• Goal of the exercise: Only the number is wanted: how many lines of these entries contain the word "nodes"?

• Study material:
□ □ □

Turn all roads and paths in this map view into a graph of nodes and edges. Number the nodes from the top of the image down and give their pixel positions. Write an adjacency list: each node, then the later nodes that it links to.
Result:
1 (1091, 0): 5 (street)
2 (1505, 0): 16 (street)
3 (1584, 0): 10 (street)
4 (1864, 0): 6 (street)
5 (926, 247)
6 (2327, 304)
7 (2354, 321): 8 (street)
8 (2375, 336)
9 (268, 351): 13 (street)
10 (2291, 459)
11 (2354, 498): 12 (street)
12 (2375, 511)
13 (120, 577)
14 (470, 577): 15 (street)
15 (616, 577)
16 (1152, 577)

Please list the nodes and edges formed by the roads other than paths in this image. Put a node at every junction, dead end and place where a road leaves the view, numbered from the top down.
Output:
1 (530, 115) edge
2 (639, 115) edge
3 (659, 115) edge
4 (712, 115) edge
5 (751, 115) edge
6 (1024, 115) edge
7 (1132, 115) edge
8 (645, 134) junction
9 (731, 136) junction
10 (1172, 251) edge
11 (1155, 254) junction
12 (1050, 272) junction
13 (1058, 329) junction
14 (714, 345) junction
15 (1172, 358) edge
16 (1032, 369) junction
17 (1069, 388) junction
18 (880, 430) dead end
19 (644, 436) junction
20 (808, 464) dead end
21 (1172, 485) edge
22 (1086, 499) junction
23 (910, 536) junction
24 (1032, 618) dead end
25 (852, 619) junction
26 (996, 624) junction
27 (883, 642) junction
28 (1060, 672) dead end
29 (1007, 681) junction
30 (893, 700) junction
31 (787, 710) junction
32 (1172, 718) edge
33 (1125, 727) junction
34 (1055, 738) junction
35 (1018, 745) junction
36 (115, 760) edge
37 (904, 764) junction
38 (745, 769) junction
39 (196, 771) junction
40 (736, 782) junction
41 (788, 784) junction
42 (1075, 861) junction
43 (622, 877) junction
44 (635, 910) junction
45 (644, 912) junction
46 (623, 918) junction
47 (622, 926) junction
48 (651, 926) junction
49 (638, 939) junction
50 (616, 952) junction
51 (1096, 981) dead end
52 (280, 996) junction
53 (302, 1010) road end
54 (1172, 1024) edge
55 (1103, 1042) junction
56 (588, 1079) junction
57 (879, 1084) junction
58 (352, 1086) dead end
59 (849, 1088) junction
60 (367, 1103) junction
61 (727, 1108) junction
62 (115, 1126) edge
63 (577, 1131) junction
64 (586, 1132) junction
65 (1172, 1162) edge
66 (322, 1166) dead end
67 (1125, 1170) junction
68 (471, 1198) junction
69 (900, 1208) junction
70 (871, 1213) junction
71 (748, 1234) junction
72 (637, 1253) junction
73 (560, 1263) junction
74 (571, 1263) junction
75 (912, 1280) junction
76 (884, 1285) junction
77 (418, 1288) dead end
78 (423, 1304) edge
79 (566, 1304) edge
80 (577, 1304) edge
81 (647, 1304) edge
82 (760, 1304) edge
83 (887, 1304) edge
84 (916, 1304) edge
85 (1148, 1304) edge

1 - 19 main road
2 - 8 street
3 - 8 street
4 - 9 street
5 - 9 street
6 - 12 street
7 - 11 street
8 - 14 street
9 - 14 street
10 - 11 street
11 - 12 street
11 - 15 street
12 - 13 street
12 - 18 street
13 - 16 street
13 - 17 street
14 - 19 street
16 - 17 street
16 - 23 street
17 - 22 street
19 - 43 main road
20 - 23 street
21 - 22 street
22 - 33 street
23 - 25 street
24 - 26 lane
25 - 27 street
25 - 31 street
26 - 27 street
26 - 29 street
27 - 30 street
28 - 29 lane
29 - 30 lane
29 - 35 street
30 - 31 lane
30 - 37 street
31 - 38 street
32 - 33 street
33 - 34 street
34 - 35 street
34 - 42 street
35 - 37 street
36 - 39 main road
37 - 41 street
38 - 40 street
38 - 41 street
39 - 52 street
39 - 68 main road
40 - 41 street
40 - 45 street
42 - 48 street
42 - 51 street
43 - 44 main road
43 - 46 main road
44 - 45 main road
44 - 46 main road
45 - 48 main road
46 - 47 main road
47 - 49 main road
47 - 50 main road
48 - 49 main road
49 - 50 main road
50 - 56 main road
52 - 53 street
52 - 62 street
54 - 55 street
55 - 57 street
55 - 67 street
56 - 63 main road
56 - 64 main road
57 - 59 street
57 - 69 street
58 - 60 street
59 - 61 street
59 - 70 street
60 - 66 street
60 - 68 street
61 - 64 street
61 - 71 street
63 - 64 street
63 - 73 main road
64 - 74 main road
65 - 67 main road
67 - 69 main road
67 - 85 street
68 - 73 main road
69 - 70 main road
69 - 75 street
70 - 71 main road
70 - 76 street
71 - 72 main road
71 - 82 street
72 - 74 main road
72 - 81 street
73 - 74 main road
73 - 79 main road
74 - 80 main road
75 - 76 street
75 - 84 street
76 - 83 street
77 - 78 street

□ □ □

• Output: 2